---
blogpost: true
date: Jul 8, 2018
title: Dask Development Log
tags: Programming, Python, scipy, dask
---

_This work is supported by [Anaconda Inc](http://anaconda.com)_

To increase transparency I'm trying to blog more often about the current work
going on around Dask and related projects. Nothing here is ready for
production. This blogpost is written in haste, so refined polish should not be
expected.

Current efforts for June 2018 in Dask and Dask-related projects include
the following:

1.  Yarn Deployment
2.  More examples for machine learning
3.  Incremental machine learning
4.  HPC Deployment configuration

### Yarn deployment

Dask developers often get asked _How do I deploy Dask on my Hadoop/Spark/Hive
cluster?_. We haven't had a very good answer until recently.

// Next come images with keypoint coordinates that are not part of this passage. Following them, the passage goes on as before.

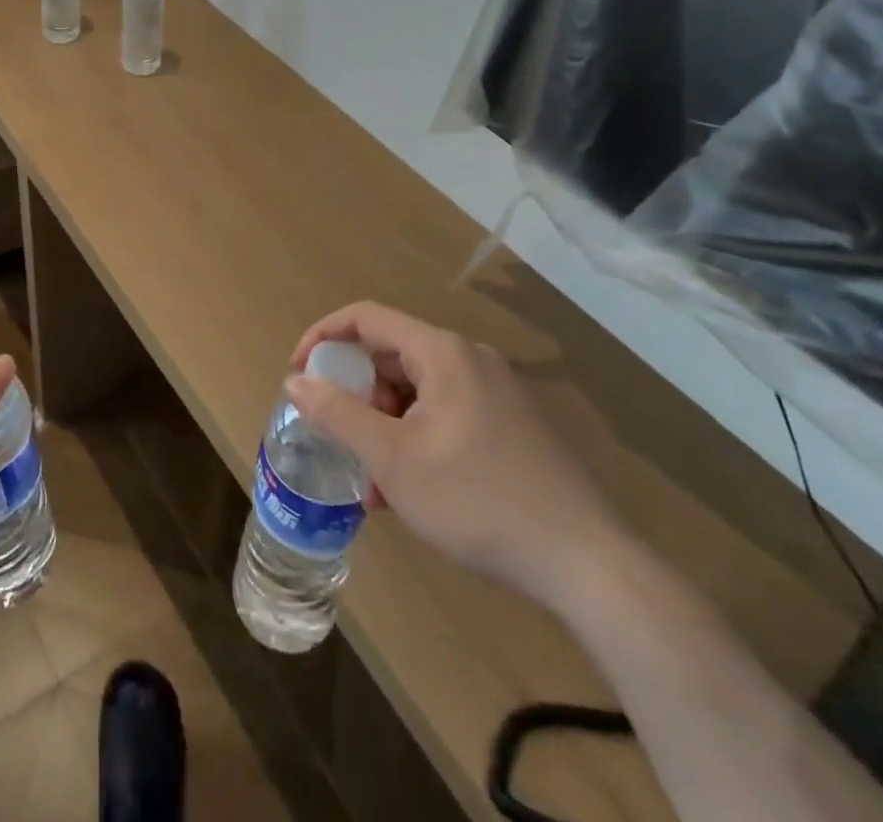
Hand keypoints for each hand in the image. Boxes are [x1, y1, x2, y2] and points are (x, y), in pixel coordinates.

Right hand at [286, 301, 626, 609]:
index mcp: (442, 352)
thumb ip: (337, 413)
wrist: (587, 564)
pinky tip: (411, 491)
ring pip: (417, 392)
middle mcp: (470, 359)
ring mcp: (496, 392)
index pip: (365, 317)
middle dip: (357, 397)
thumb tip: (295, 381)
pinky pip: (445, 414)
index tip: (298, 374)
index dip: (323, 337)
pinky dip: (416, 440)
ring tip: (375, 485)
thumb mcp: (392, 459)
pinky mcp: (511, 426)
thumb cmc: (477, 500)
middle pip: (392, 356)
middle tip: (341, 442)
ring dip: (384, 427)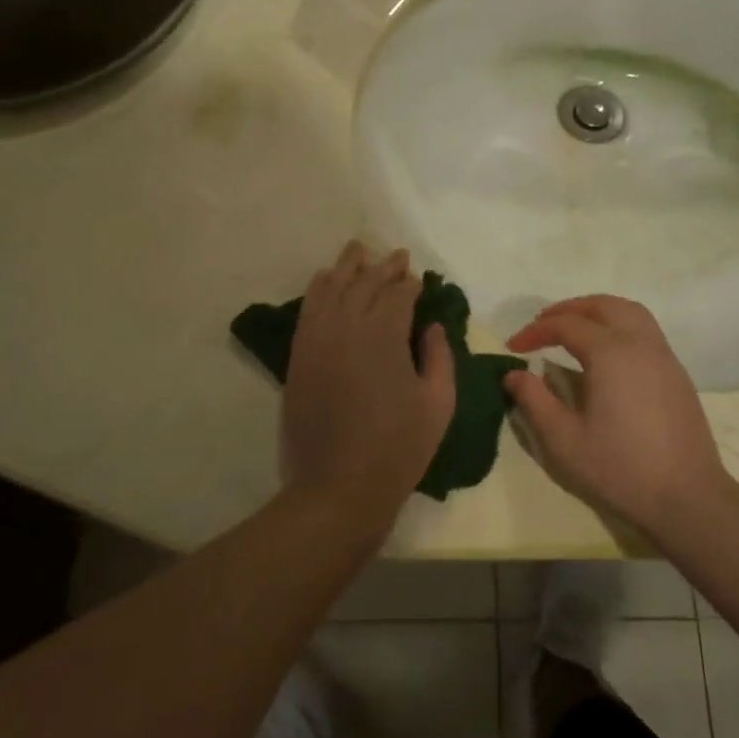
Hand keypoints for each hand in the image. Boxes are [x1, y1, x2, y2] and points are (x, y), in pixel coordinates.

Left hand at [280, 242, 456, 527]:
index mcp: (384, 334)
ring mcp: (317, 339)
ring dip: (346, 266)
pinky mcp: (299, 356)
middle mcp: (347, 325)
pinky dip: (317, 288)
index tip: (418, 279)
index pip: (398, 293)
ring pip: (331, 287)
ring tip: (358, 249)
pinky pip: (307, 309)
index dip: (410, 282)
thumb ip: (439, 356)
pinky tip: (323, 279)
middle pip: (365, 283)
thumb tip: (431, 326)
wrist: (337, 487)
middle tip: (396, 254)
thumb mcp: (438, 403)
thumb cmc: (398, 448)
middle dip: (383, 266)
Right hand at [504, 295, 731, 540]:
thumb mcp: (563, 440)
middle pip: (602, 306)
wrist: (687, 498)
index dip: (535, 331)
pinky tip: (607, 355)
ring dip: (597, 312)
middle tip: (543, 326)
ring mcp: (663, 356)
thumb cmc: (620, 469)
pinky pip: (645, 331)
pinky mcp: (677, 374)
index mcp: (610, 353)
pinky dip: (619, 326)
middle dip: (568, 310)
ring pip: (629, 312)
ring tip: (574, 330)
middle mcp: (640, 343)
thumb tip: (513, 374)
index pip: (566, 325)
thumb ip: (534, 400)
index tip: (513, 347)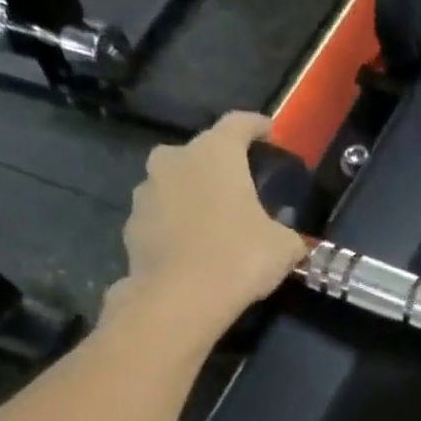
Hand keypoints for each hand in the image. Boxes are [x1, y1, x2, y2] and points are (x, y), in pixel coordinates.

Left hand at [104, 111, 307, 345]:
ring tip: (218, 224)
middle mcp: (174, 159)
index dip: (258, 126)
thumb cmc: (240, 257)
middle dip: (223, 168)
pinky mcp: (132, 223)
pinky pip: (163, 216)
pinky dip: (178, 225)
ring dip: (197, 197)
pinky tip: (195, 249)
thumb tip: (287, 240)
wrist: (181, 297)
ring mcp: (146, 190)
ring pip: (178, 184)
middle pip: (203, 153)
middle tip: (243, 190)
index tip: (271, 132)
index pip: (239, 123)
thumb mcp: (285, 247)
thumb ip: (286, 234)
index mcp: (215, 153)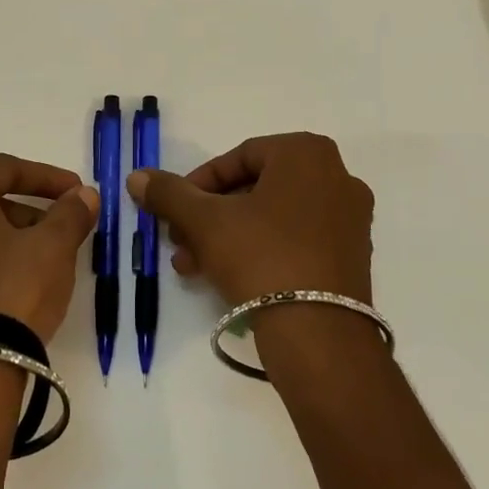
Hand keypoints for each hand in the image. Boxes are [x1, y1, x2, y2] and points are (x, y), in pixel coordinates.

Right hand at [127, 132, 372, 308]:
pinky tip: (227, 278)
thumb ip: (169, 193)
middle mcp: (337, 176)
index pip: (239, 157)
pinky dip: (261, 250)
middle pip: (255, 188)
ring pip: (273, 217)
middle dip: (210, 216)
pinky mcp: (353, 255)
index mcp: (307, 153)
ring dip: (228, 236)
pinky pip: (296, 239)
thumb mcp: (205, 221)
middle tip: (180, 241)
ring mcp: (350, 218)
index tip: (175, 211)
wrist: (319, 335)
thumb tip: (136, 176)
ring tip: (194, 266)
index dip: (198, 184)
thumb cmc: (261, 257)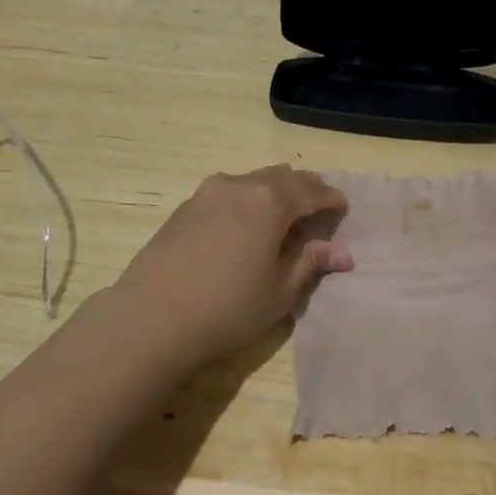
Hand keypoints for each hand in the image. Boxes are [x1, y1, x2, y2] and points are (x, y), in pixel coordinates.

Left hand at [112, 166, 352, 366]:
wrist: (152, 317)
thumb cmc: (228, 307)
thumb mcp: (279, 290)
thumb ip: (310, 263)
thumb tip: (343, 253)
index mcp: (269, 201)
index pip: (310, 191)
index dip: (330, 198)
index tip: (343, 205)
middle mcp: (239, 185)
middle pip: (281, 177)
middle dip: (303, 188)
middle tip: (317, 205)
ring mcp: (207, 193)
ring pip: (251, 180)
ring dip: (273, 191)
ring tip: (282, 213)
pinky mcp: (184, 207)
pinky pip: (227, 192)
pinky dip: (246, 200)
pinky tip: (244, 223)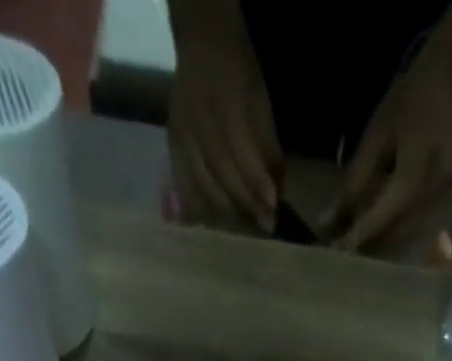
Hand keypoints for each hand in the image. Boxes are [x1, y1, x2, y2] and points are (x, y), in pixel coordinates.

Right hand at [166, 4, 280, 230]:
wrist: (201, 45)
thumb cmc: (238, 72)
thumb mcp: (260, 101)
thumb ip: (267, 145)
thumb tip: (278, 188)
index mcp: (226, 107)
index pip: (244, 156)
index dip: (258, 184)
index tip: (273, 208)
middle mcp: (201, 125)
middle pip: (223, 176)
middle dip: (246, 203)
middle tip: (263, 224)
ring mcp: (183, 137)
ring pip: (203, 185)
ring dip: (226, 211)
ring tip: (243, 223)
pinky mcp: (173, 145)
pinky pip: (183, 183)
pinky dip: (196, 206)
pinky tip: (210, 221)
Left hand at [325, 54, 451, 252]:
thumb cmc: (410, 101)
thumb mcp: (376, 138)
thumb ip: (353, 183)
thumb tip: (327, 223)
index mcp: (414, 177)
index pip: (379, 219)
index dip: (355, 237)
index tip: (332, 253)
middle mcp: (429, 197)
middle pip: (392, 237)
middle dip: (365, 247)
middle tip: (337, 253)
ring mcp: (438, 202)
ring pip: (402, 238)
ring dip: (377, 246)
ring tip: (351, 246)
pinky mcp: (440, 203)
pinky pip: (411, 229)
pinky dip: (390, 235)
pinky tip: (372, 234)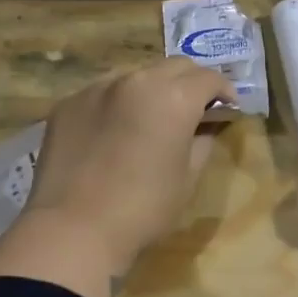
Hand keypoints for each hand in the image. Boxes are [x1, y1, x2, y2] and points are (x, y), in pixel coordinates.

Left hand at [21, 60, 234, 272]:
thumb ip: (202, 142)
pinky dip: (118, 103)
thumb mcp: (187, 178)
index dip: (224, 91)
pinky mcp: (69, 103)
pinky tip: (115, 130)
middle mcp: (137, 81)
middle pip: (175, 67)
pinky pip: (103, 93)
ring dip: (153, 88)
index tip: (228, 107)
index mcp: (174, 98)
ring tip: (153, 116)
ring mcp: (98, 88)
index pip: (209, 78)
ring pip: (136, 75)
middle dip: (191, 82)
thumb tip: (203, 127)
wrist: (72, 229)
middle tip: (196, 107)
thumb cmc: (143, 209)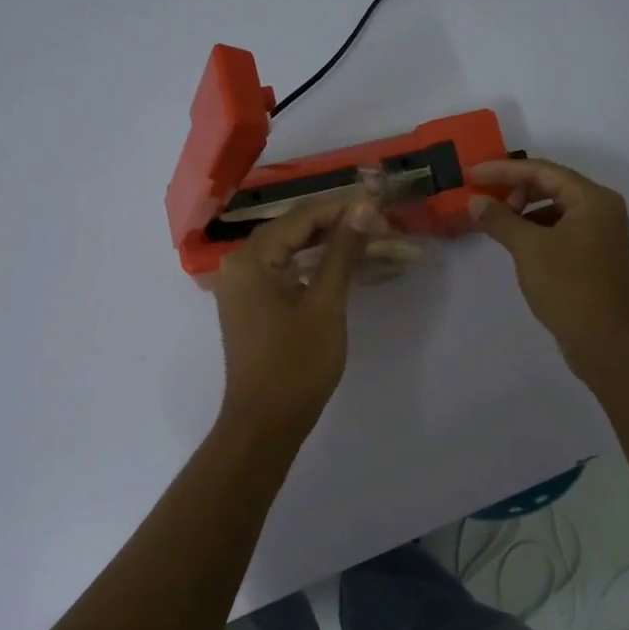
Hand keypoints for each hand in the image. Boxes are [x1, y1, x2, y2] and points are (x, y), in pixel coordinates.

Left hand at [212, 192, 382, 435]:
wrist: (265, 423)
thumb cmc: (295, 365)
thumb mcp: (325, 305)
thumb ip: (343, 252)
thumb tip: (364, 206)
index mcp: (252, 258)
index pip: (302, 217)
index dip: (344, 209)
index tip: (383, 207)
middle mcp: (241, 265)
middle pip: (297, 231)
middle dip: (343, 228)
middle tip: (387, 228)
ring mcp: (246, 287)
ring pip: (295, 253)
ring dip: (335, 250)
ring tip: (378, 245)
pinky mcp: (255, 306)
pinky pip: (289, 274)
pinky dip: (319, 270)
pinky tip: (350, 269)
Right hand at [466, 157, 628, 377]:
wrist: (607, 341)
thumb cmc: (569, 287)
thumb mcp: (529, 249)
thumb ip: (500, 219)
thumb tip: (476, 201)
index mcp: (593, 199)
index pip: (542, 170)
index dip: (503, 170)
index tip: (470, 174)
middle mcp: (601, 210)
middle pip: (551, 186)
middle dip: (514, 190)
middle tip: (484, 203)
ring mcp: (600, 234)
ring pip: (555, 210)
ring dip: (524, 212)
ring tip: (497, 226)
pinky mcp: (594, 257)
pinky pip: (560, 230)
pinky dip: (536, 231)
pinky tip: (517, 246)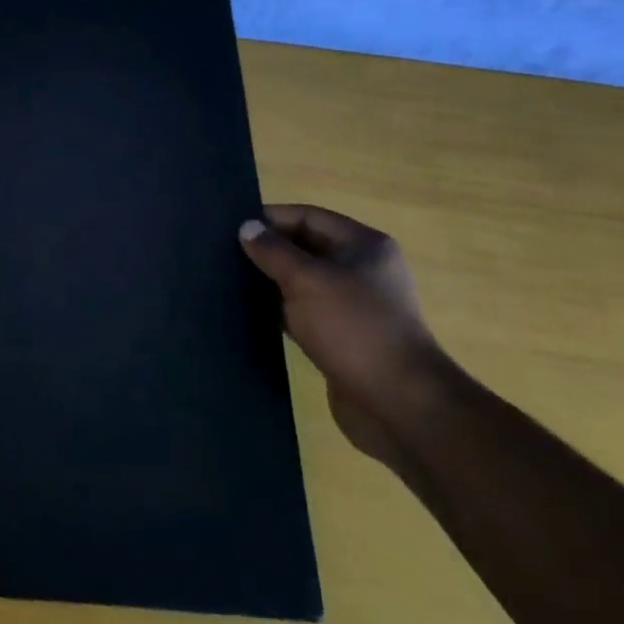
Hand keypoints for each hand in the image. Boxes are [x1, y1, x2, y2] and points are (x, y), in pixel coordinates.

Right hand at [239, 205, 442, 464]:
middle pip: (305, 247)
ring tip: (230, 280)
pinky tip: (250, 313)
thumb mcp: (306, 280)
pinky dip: (280, 311)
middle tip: (224, 253)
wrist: (400, 406)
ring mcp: (355, 306)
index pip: (308, 216)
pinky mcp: (344, 338)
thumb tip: (247, 227)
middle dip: (268, 250)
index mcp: (364, 246)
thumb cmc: (354, 328)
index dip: (270, 218)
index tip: (231, 227)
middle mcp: (362, 270)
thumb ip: (273, 251)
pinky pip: (305, 313)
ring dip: (271, 282)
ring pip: (303, 282)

Most Hadoop/Spark/Hive clusters are actually _Yarn_ clusters. Yarn is the most
common cluster manager used by many clusters that are typically used to run
Hadoop/Spark/Hive jobs including any cluster purchased from a vendor like
Cloudera or Hortonworks. If your application can run on Yarn then it can be a
first class citizen here.

Unfortunately Yarn has really only been accessible through a Java API, and so
has been difficult for Dask to interact with. That's changing now with a few
projects, including:

- [dask-yarn](https://dask-yarn.readthedocs.io): an easy way to launch Dask on
  Yarn clusters
- [skein](https://jcrist.github.io/skein/): an easy way to launch generic
  services on Yarn clusters (this is primarily what backs dask-yarn)
- [conda-pack](https://conda.github.io/conda-pack/): an easy way to bundle
  together a conda package into a redeployable environment, such as is useful
  when launching Python applications on Yarn

This work is all being done by [Jim Crist](http://jcrist.github.io/) who is, I
believe, currently writing up a blogpost about the topic at large. Dask-yarn
was soft-released last week though, so people should give it a try and report
feedback on the [dask-yarn issue tracker](https://github.com/dask/dask-yarn).
If you ever wanted direct help on your cluster, now is the right time because
Jim is working on this actively and is not yet drowned in user requests so
generally has a fair bit of time to investigate particular cases.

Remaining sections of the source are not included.